Но если Дюма все еще слабо интересовался тем, что происходило в доме, если соглашался порой поиграть в домино или разрешал в хорошую погоду усадить его в кресло на террасе, то до известий из Парижа ему больше дела не было. Он все чаще засыпал, и сон его становился все более тяжелым.
В понедельник, 28 ноября 1870 года, он отказался встать с постели. В ночь с 4 на 5 декабря у него случился апоплексический удар. Мари позвала аббата Андрэ, приходского священника из церкви святого Иакова в Дьеппе. Но священник не смог принять у Дюма исповедь – больной был слишком слаб для того, чтобы пошевелить губами, – и кюре оставалось лишь произнести над его неподвижным лицом молитву об умирающих. В десять часов вечера 5 декабря 1870 года Александр Дюма, не приходя в сознание, скончался на руках у дочери. «Он был гением жизни, – напишет Жорж Санд, – он не заметил прихода смерти». Назавтра, когда тело Александра покоилось на смертном одре, глаза были навеки закрыты, руки сложены на груди, в Дьепп вошли пруссаки. Грохот их сапог не потревожил покоя того, кто так боялся поражения Франции.
Похоронами Дюма-отца занимался Дюма-сын. Восьмого декабря 1870 года писателя временно похоронили на кладбище при маленькой церкви в Невиле-ле-Дьепп. Кроме родственников, за гробом шли делегация дьеппского муниципалитета и несколько художников. Падали крупные хлопья снега. Речи были уныло благопристойными. Газеты, захлебывающиеся военными новостями, ни слова не сказали о событии. Александр Дюма, великий театральный деятель, не сумел красиво уйти со сцены. Правда, Эмилия, узнав в Марселе, куда она уехала на время военных действий, о кончине прежнего любовника, демонстративно надела траурное платьице на свою дочь Микаэлу.

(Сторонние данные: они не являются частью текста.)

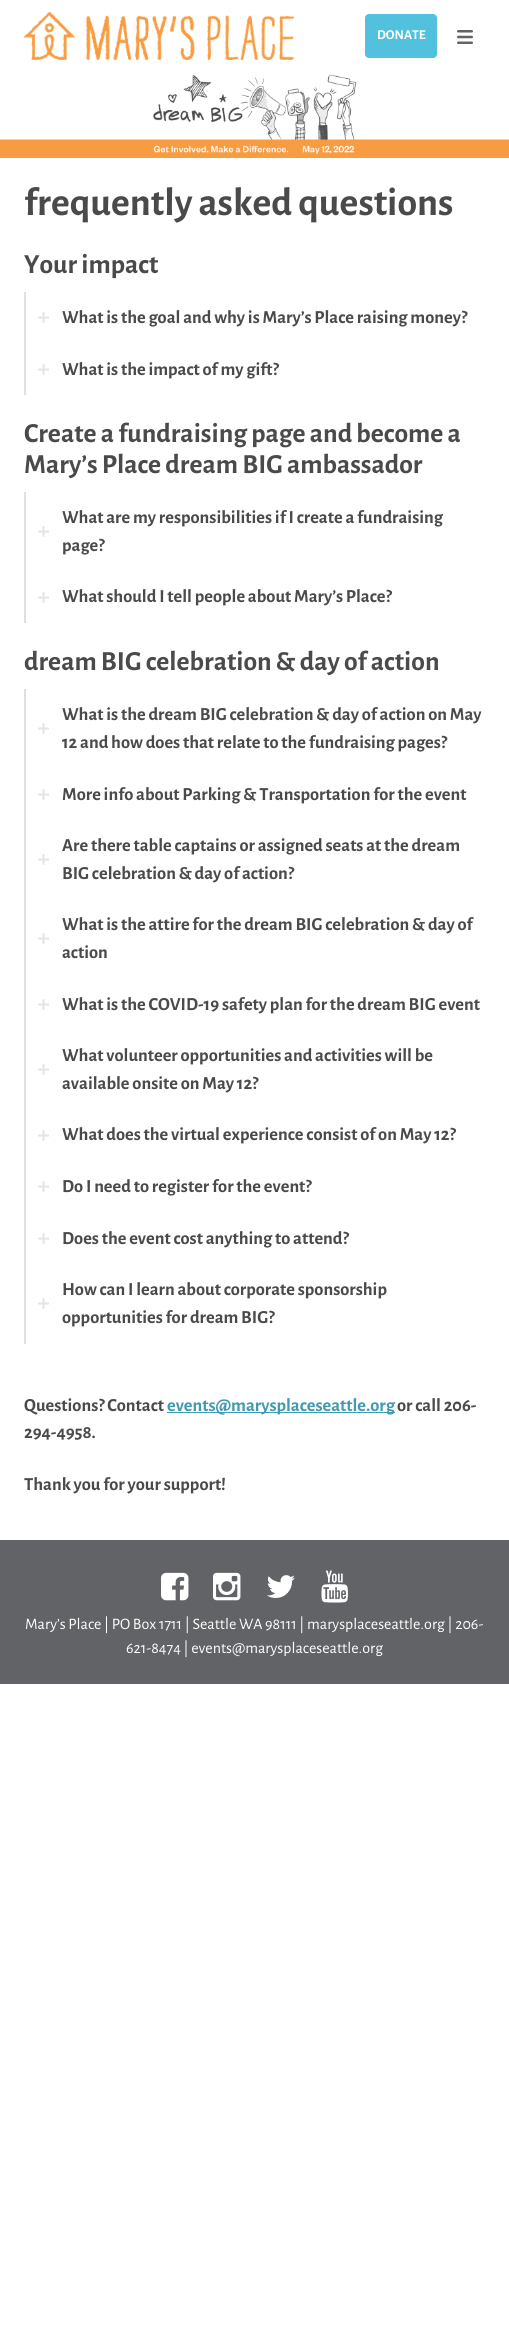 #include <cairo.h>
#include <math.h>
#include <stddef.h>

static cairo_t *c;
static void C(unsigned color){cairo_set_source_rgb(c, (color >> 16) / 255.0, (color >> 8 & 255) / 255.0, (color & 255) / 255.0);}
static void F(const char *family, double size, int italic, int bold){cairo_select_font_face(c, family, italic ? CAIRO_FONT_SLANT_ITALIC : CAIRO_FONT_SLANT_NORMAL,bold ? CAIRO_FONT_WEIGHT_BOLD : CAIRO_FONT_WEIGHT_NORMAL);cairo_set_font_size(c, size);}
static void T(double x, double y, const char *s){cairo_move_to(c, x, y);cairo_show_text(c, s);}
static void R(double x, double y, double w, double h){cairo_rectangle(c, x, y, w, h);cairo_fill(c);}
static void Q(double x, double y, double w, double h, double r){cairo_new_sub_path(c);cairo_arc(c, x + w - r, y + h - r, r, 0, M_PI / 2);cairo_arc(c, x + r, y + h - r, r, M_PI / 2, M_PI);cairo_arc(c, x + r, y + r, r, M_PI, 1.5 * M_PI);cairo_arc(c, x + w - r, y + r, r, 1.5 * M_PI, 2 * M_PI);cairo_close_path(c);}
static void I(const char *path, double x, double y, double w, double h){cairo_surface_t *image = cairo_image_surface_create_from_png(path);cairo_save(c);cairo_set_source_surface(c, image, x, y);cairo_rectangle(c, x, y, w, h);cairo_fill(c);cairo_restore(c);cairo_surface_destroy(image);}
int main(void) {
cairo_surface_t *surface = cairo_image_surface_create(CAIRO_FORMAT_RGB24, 509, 2346);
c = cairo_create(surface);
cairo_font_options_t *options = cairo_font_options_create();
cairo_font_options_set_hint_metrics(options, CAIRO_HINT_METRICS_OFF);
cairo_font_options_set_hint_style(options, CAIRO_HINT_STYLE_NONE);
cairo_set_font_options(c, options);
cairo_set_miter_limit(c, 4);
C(0xffffff);
cairo_paint(c);
I("1.png",24,12,270,48);
C(0x51c1de);
Q(365,14,72,44,4);
cairo_fill(c);
F("Alegreya Sans",13.5,0,1);
C(0xffffff);
T(377,39,"DONATE");
I("2.png",457,30,16,14);
I("3.png",0,74,509,84);
F("Alegreya Sans",39.75,0,1);
C(0x4a4a4a);
T(24,215,"frequently asked questions");
F("Alegreya Sans",27.6,0,1);
T(24,273,"Your impact");
C(0xdfdfdf);
R(24,292,2,103);
I("4.png",38,312,11,11);
F("Alegreya Sans",18.4,0,1);
C(0x4a4a4a);
T(62,323,"What is the goal and why is Mary’s Place raising money?");
I("4.png",38,364,11,11);
T(62,375,"What is the impact of my gift?");
F("Alegreya Sans",27.6,0,1);
T(24,442,"Create a fundraising page and become a");
T(24,473,"Mary’s Place dream BIG ambassador");
C(0xdfdfdf);
R(24,492,2,131);
I("4.png",38,526,11,11);
F("Alegreya Sans",18.4,0,1);
C(0x4a4a4a);
T(62,523,"What are my responsibilities if I create a fundraising");
T(62,551,"page?");
I("4.png",38,592,11,11);
T(62,602,"What should I tell people about Mary’s Place?");
F("Alegreya Sans",27.6,0,1);
T(24,670,"dream BIG celebration & day of action");
C(0xdfdfdf);
R(24,689,2,655);
I("4.png",38,723,11,11);
F("Alegreya Sans",18.4,0,1);
C(0x4a4a4a);
T(62,720,"What is the dream BIG celebration & day of action on May");
T(62,748,"12 and how does that relate to the fundraising pages?");
I("4.png",38,789,11,11);
T(62,800,"More info about Parking & Transportation for the event");
I("4.png",38,854,11,11);
T(62,851,"Are there table captains or assigned seats at the dream");
T(62,879,"BIG celebration & day of action?");
I("4.png",38,933,11,11);
T(62,930,"What is the attire for the dream BIG celebration & day of");
T(62,958,"action");
I("4.png",38,999,11,11);
T(62,1010,"What is the COVID-19 safety plan for the dream BIG event");
I("4.png",38,1064,11,11);
T(62,1061,"What volunteer opportunities and activities will be");
T(62,1089,"available onsite on May 12?");
I("4.png",38,1130,11,11);
T(62,1140,"What does the virtual experience consist of on May 12?");
I("4.png",38,1181,11,11);
T(62,1192,"Do I need to register for the event?");
I("4.png",38,1233,11,11);
T(62,1244,"Does the event cost anything to attend?");
I("4.png",38,1298,11,11);
T(62,1295,"How can I learn about corporate sponsorship");
T(62,1323,"opportunities for dream BIG?");
T(24,1411,"Questions? Contact");
C(0x409ab1);
R(167,1412,228,1);
T(167,1411,"events@marysplaceseattle.org");
C(0x4a4a4a);
T(397,1411,"or call 206-");
T(24,1438,"294-4958.");
T(24,1490,"Thank you for your support!");
C(0x626366);
R(0,1540,509,144);
I("5.png",161,1572,28,29);
I("6.png",213,1572,28,29);
I("7.png",267,1575,28,23);
I("8.png",321,1570,27,33);
F("Alegreya Sans",16,0,0);
C(0xffffff);
T(25,1629,"Mary’s Place | PO Box 1711 | Seattle WA 98111 | marysplaceseattle.org | 206-");
T(126,1653,"621-8474 | events@marysplaceseattle.org");
cairo_surface_write_to_png(surface, "o.png");
cairo_font_options_destroy(options);
cairo_destroy(c);
cairo_surface_destroy(surface);
return 0;
}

Как только война завершилась и закончилась оккупация, Дюма-сын перевез останки отца в Вилле-Котре и опустил их в могилу, вырытую рядом с могилами генерала Дюма и Мари-Луизы, его родителей, которых он так любил. Друзья пришли поклониться покойному: здесь были барон Тейлор, Эдмон Абу, Мейсонье, сестры Броган, даже Маке… После обычных речей сын произнес несколько прочувствованных слов: «Мой отец всегда хотел, чтобы его похоронили здесь. Он оставил в Вилле-Котре дружбу и воспоминания, и именно эти воспоминания и эта дружба встретили меня здесь вчера вечером, когда руки верных друзей протянулись к гробу, чтобы сменить носильщиков и самим отнести в церковь тело их великого друга… Я хотел бы, чтобы эта церемония была не столько траурной, сколько праздничной, не столько погребением, сколько воскрешением».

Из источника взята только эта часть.